Policing/criminal justice – The Hub continued its efforts to push for City Council and the Ottawa Police Services Board to reimagine public safety in Ottawa. We issued a news release and did several media interviews about the resignation of former Ottawa police chief Peter Sloly in the midst of the “Freedom Convoy”. We questioned the racist, angry Black man narrative leaked by OPS sources accusing Sloly of bullying and volatile behaviour that compromised the force’s ability to cope with the truck protest. We also presented regularly at Ottawa Police Services Board meetings calling for them to move money from the police to social services that actually make us all safer like housing and mental health. Just like journalist Desmond Cole had taken over a Toronto Police Services Board meeting in 2017 to demand the Toronto Police delete the data they collected from carding Black Torontonians, we took over the November 30 Ottawa Police Services Board meeting and refused to leave until they answered questions related to accountability of the Ottawa Police Service. Shortly after, we attended the OPS’ 7th Annual Human Rights Learning Forum and asked questions related to the issues we raised when we took over the OPSB meeting. Finally, we filed several complaints against the OPSB and OPS leadership with the Ontario Civilian Police Commission and the Office of the Independent Police Review Director for actions that helped the police but harmed public safety.

International – The Hub provided input to the Canadian delegation attending the first meeting of the UN Permanent Forum on People of African Descent in Dec. 5-7 in Geneva.

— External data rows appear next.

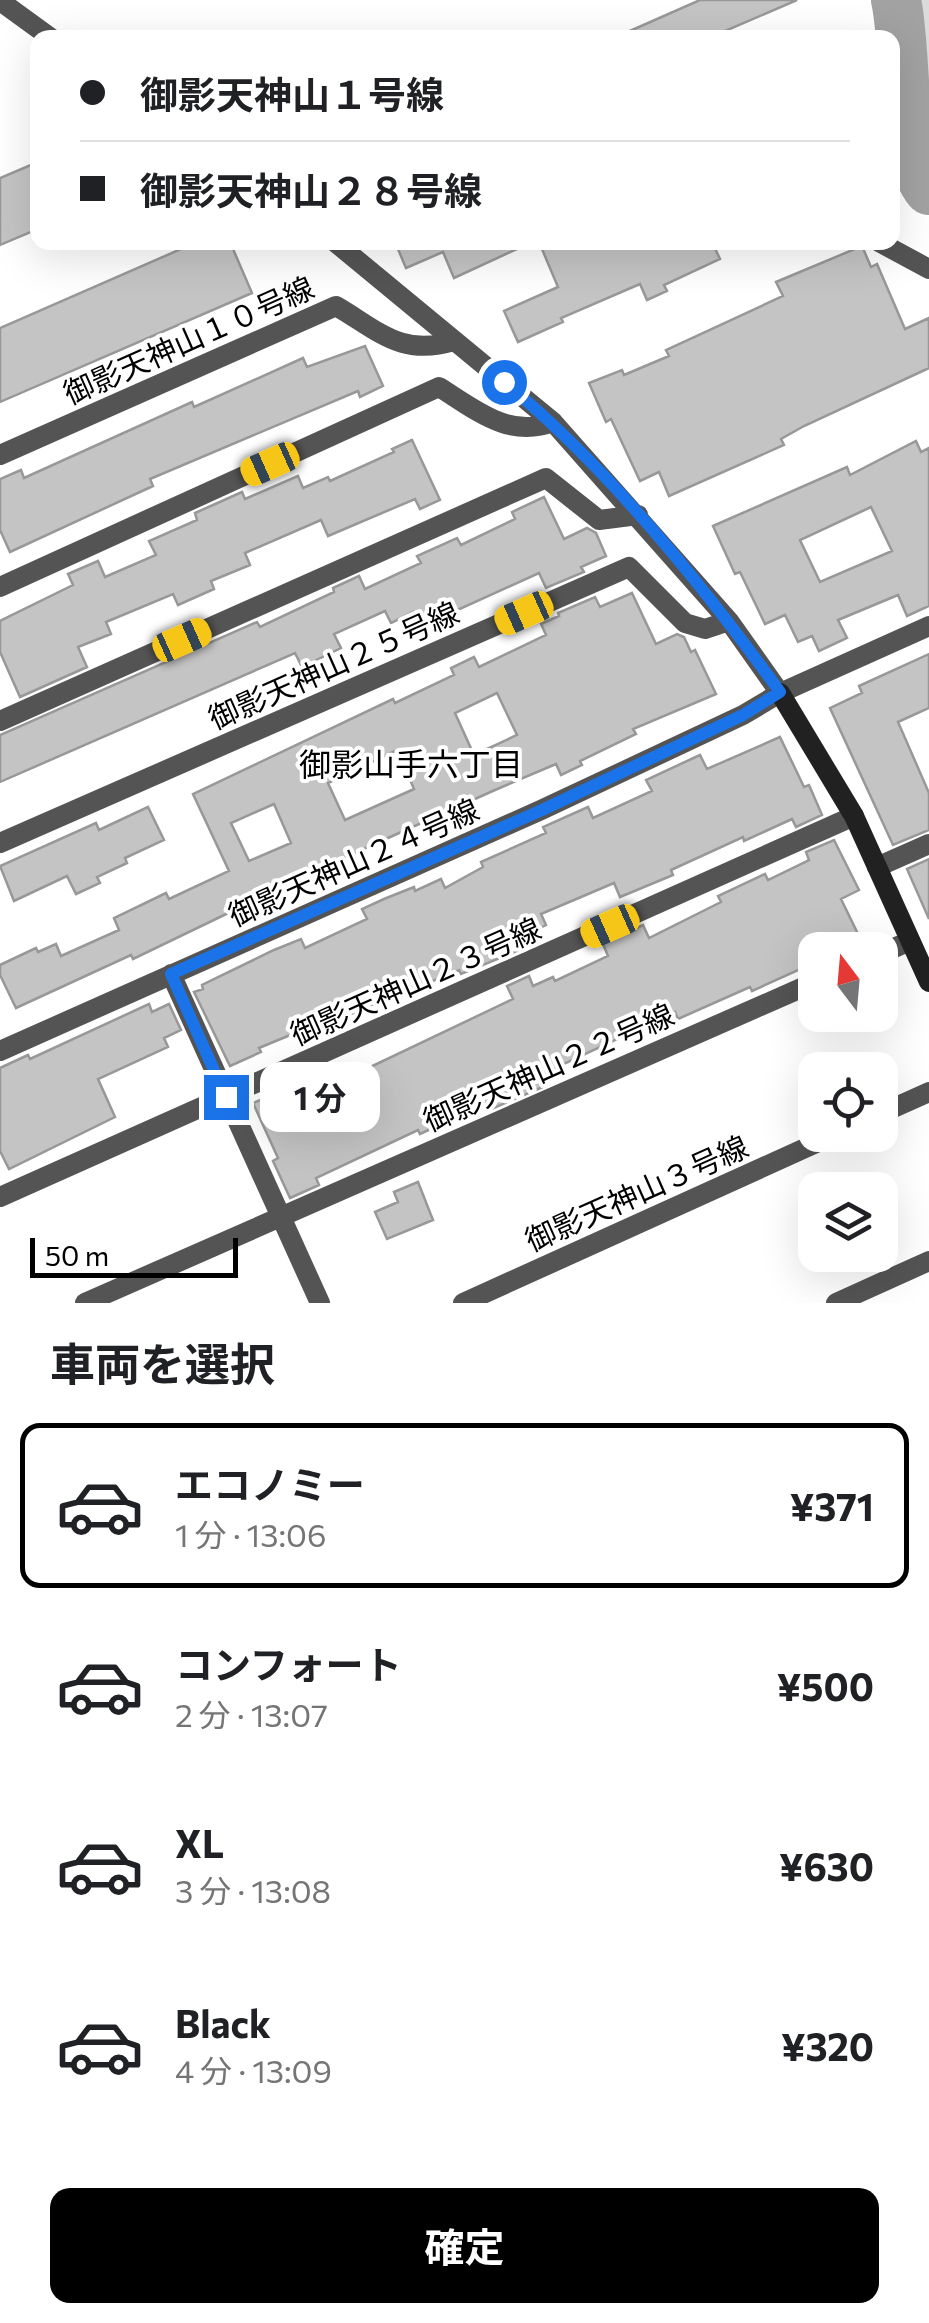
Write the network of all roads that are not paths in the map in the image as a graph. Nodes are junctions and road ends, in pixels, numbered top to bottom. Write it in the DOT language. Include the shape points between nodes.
graph roads {
  1 [pos="0,1"];
  2 [pos="40,30"];
  3 [pos="347,250"];
  4 [pos="893,250"];
  5 [pos="929,270"];
  6 [pos="454,341"];
  7 [pos="553,422"];
  8 [pos="0,455"];
  9 [pos="638,515"];
  10 [pos="0,587"];
  11 [pos="730,621"];
  12 [pos="929,626"];
  13 [pos="780,692"];
  14 [pos="0,721"];
  15 [pos="854,816"];
  16 [pos="0,843"];
  17 [pos="929,844"];
  18 [pos="877,867"];
  19 [pos="910,941"];
  20 [pos="898,946"];
  21 [pos="171,974"];
  22 [pos="929,982"];
  23 [pos="798,989"];
  24 [pos="0,1052"];
  25 [pos="929,1092"];
  26 [pos="226,1097"];
  27 [pos="898,1106"];
  28 [pos="798,1151"];
  29 [pos="0,1198"];
  30 [pos="281,1214"];
  31 [pos="929,1262"];
  32 [pos="85,1303"];
  33 [pos="320,1303"];
  34 [pos="463,1303"];
  35 [pos="836,1303"];
  1 -- 2 [label="street"];
  3 -- 6 [label="street"];
  4 -- 5 [label="street"];
  6 -- 7 [label="street"];
  6 -- 8 [label="street, 御影天神山１０号線" via="427,349 401,344 336,306"];
  7 -- 9 [label="street"];
  7 -- 10 [label="street" via="534,430 501,425 439,388"];
  9 -- 11 [label="street"];
  9 -- 14 [label="street" via="599,520 546,478"];
  11 -- 13 [label="street"];
  11 -- 16 [label="street, 御影天神山２５号線" via="706,629 686,623 628,567"];
  12 -- 13 [label="street, 御影天神山２４号線"];
  13 -- 15 [label="street"];
  13 -- 21 [label="street, 御影天神山２４号線" via="558,802"];
  15 -- 18 [label="street"];
  15 -- 26 [label="street, 御影天神山２３号線"];
  17 -- 18 [label="street"];
  18 -- 19 [label="street"];
  19 -- 20 [label="street"];
  19 -- 22 [label="street"];
  21 -- 24 [label="street, 御影天神山２４号線"];
  21 -- 26 [label="street"];
  23 -- 30 [label="street, 御影天神山２２号線"];
  25 -- 27 [label="street"];
  26 -- 29 [label="street, 御影天神山２３号線"];
  26 -- 30 [label="street"];
  28 -- 34 [label="street, 御影天神山３号線"];
  30 -- 32 [label="street, 御影天神山２２号線"];
  30 -- 33 [label="street"];
  31 -- 35 [label="street"];
}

The Forum will be an advisory body to the UN Human Rights Council, in line with the program of activities for the implementation of the UN International Decade for People of African Descent, which runs from 2015 to 2024.

In addition to all this, we supported local initiatives including:

  • Attending the Oct. 7 candlelight vigil for Anthony Aust marking the 2nd anniversary of his death following an Ottawa police raid on his 12th floor apartment
  • Joining graduating Black students on their symbolic Walk of Excellence from Lisgar High School to the University of Ottawa
  • Attending the federal Black Class Action’s press conference with Amnesty International where they announced they were filing a complaint with the United Nations regarding the status of Blacks in Canada.
  • Attending the Brotherhood Coalition’s Let’s Talk Black Men’s Mental Health BBQ
  • Attending the 3rd National Black Canadians Summit in Halifax 
  • Having a Hub table at the 2nd HorizonFest community group gathering hosted by our partner group Horizon Ottawa.
  • Meeting with the heads of Queen’s University Black Studies program to discuss how Blackademics and Blacktivists can work together 
  • Attending the inauguration of Awad Ibrahim as the first Air Canada Chair on Anti-Racism
  • Working with the international Can’t Buy My Silence campaign against the misuse of non-disclosure agreements to hide human rights abuses
  • Being a member of the Children’s Aid Society of Ottawa’s Race and Faith Based Advisory Committee addressing the over representation of Black youth in care
  • Hub coordinator Robin Browne co-hosting rabble.ca’s monthly Off the Hill political panel
  • Supporting Jaku Konbit’s mentorship program by mentoring a Black youth and attending program meetings.
  • Speaking to university and high school social justice classes

It was a busy year and we look forward to continuing the work in 2023!